ISO 50001 was released by ISO in June 2011 and is suitable for any organization – whatever its size, sector or geographical location.[1]

The system is modeled after the ISO 9001 Quality Management System and the ISO 14001 Environmental Management System (EMS). Eccleston describes the procedural details of the ISO Energy Management System (EnMS) and compares its procedures with those of the ISO 14001 EMS.[2]

A significant feature in ISO 50001 is the requirement to "...improve the EnMS and the resulting energy performance" (clause 4.2.1 c). The other Standards mentioned here (ISO 9001 and ISO 14001) both require improvement to the effectiveness of the Management System but not to quality of the product/service (ISO 9001) or Environmental performance (ISO 14001). It is anticipated that by implementing ISO 9001 and 14001 that an organization would, in fact, improve quality and environmental performance, but the Standards do not specify it as a requirement.

ISO 50001, therefore, has made a major leap forward in 'raising the bar' by requiring an organization to demonstrate that they have improved their energy performance. There are no quantitative targets specified - an organization chooses its own then creates an action plan to reach the targets. With this structured approach, an organization is more likely to see some tangible financial benefits.

Reasons for use[edit]

The main objective of the standard is to improve energy-related performance and energy efficiency continuously and to identify energy reduction opportunities. This systematic approach will help organizations to establish systems and processes.

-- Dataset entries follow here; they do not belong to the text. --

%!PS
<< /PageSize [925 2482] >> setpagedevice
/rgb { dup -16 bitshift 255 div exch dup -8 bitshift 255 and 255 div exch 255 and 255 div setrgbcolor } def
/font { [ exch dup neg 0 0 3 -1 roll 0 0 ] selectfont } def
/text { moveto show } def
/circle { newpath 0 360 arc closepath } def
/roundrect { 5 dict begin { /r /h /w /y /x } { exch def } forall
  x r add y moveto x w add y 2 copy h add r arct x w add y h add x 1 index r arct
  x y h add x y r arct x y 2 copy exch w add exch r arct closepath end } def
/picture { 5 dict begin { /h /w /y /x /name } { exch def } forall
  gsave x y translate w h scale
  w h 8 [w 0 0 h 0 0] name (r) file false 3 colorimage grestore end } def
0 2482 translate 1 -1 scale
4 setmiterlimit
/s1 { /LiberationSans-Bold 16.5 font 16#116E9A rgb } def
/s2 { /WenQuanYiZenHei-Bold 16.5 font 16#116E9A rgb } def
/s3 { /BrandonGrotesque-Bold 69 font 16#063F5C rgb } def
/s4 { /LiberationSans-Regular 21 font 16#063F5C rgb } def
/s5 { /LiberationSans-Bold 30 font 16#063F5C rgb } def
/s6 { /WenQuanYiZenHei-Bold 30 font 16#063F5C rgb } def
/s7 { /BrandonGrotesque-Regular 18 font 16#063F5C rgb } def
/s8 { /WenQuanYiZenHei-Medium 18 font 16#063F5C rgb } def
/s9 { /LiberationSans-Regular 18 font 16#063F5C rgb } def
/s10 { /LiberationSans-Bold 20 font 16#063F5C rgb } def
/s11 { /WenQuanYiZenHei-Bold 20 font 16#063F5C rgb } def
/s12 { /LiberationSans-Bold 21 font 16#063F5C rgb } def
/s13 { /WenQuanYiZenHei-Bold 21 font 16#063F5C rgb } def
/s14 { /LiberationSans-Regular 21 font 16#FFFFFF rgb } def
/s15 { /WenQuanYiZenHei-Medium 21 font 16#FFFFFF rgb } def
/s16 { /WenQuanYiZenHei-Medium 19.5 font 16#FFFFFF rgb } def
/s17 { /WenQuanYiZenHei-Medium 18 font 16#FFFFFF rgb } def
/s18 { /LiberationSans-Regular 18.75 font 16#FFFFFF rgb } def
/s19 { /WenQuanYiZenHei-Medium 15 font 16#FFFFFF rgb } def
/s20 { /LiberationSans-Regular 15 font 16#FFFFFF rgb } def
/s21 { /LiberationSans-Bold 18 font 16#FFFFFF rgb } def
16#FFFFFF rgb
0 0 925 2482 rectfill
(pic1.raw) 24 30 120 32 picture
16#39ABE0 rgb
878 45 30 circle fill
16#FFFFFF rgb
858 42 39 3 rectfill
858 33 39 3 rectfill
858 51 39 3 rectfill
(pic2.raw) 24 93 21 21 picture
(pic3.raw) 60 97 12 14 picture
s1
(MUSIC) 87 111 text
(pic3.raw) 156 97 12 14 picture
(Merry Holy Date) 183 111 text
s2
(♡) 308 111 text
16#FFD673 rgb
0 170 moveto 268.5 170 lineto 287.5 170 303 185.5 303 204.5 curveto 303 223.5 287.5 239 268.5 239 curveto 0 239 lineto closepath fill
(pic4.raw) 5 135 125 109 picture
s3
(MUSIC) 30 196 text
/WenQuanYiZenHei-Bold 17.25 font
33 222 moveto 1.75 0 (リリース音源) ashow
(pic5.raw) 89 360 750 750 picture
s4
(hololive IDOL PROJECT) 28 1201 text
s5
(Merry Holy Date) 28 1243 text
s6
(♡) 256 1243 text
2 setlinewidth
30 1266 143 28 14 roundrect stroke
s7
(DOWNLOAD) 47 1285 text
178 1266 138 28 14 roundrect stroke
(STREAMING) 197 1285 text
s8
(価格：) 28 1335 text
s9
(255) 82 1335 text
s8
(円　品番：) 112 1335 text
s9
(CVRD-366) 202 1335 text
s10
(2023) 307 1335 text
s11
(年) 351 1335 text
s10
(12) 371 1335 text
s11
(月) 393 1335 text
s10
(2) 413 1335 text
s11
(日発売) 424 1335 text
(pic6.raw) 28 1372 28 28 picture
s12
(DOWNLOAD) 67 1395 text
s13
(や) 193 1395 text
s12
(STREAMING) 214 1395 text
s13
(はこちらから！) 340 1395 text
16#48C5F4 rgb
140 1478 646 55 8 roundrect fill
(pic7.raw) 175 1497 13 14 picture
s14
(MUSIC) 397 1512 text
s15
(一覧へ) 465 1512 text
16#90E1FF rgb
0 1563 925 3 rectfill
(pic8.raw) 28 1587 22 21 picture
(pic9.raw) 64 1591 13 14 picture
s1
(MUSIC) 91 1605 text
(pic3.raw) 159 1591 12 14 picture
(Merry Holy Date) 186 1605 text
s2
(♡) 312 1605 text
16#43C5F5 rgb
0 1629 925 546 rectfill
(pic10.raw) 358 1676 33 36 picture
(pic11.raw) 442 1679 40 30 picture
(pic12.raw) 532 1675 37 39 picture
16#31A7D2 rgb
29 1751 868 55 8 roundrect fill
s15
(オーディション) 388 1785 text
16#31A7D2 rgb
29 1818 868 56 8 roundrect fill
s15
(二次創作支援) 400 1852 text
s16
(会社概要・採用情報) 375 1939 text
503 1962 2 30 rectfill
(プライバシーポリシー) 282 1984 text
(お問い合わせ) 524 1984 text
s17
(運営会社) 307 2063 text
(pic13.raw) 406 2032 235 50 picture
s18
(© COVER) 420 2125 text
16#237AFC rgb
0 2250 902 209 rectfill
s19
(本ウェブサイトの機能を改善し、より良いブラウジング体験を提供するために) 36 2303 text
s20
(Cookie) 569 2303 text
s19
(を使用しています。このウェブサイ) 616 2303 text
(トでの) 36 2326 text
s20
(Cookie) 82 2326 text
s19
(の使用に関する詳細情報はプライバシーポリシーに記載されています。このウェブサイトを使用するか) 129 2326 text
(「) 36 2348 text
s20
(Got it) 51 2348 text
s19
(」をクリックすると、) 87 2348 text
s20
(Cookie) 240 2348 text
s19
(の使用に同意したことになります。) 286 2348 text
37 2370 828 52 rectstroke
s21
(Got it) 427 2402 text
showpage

Consistent energy management helps organizations to realize untapped energy efficiency potential. They will benefit from cost savings and make a significant contribution to environmental and climate protection, for example by the permanent reduction of CO2 emissions.[3] The standard should alert employees and in particular the management level to the immediate and long-term energy management gains that can be made. The organization can discover potential savings and competitive advantages. Furthermore a huge image boost for the organization can be created.[4]

Background[edit]

Organizations of all types and sizes increasingly want to reduce the amount of energy they consume. This is driven by the need or desire to:

  • reduce costs,
  • reduce the impact of rising costs,
  • meet legislative or self-imposed carbon targets,
  • reduce reliance on fossil fuels, and
  • enhance the entity’s reputation as a socially responsible organization.

In tandem, governments increasingly want to reduce the Greenhouse Gas Emissions of their citizens and industries, and are imposing legislative mechanisms to compel carbon reduction more and more frequently.

In response, a range of energy management standards, specifications and regulations were developed in Australia, China, Denmark, France, Germany, Ireland, Japan, Republic of Korea, Netherlands, Singapore, Sweden, Taiwan, Thailand, New Zealand and the USA.[5]

Subsequently the European Committee for Standardization (CEN) developed EN 16001:2009 Energy management systems. Requirements with guidance for use as a first international energy management standard. This was published in July 2009[6] and withdrawn in April 2012 as it had been superseded by ISO 50001.[7]

Development[edit]

The United Nations Industrial Development Organization (UNIDO) recognized that industry around the world needed to mount an effective response to climate change.[8] It also noted a proliferation of national energy management standards that were emerging as a response to market demand for help with energy efficiency.[9]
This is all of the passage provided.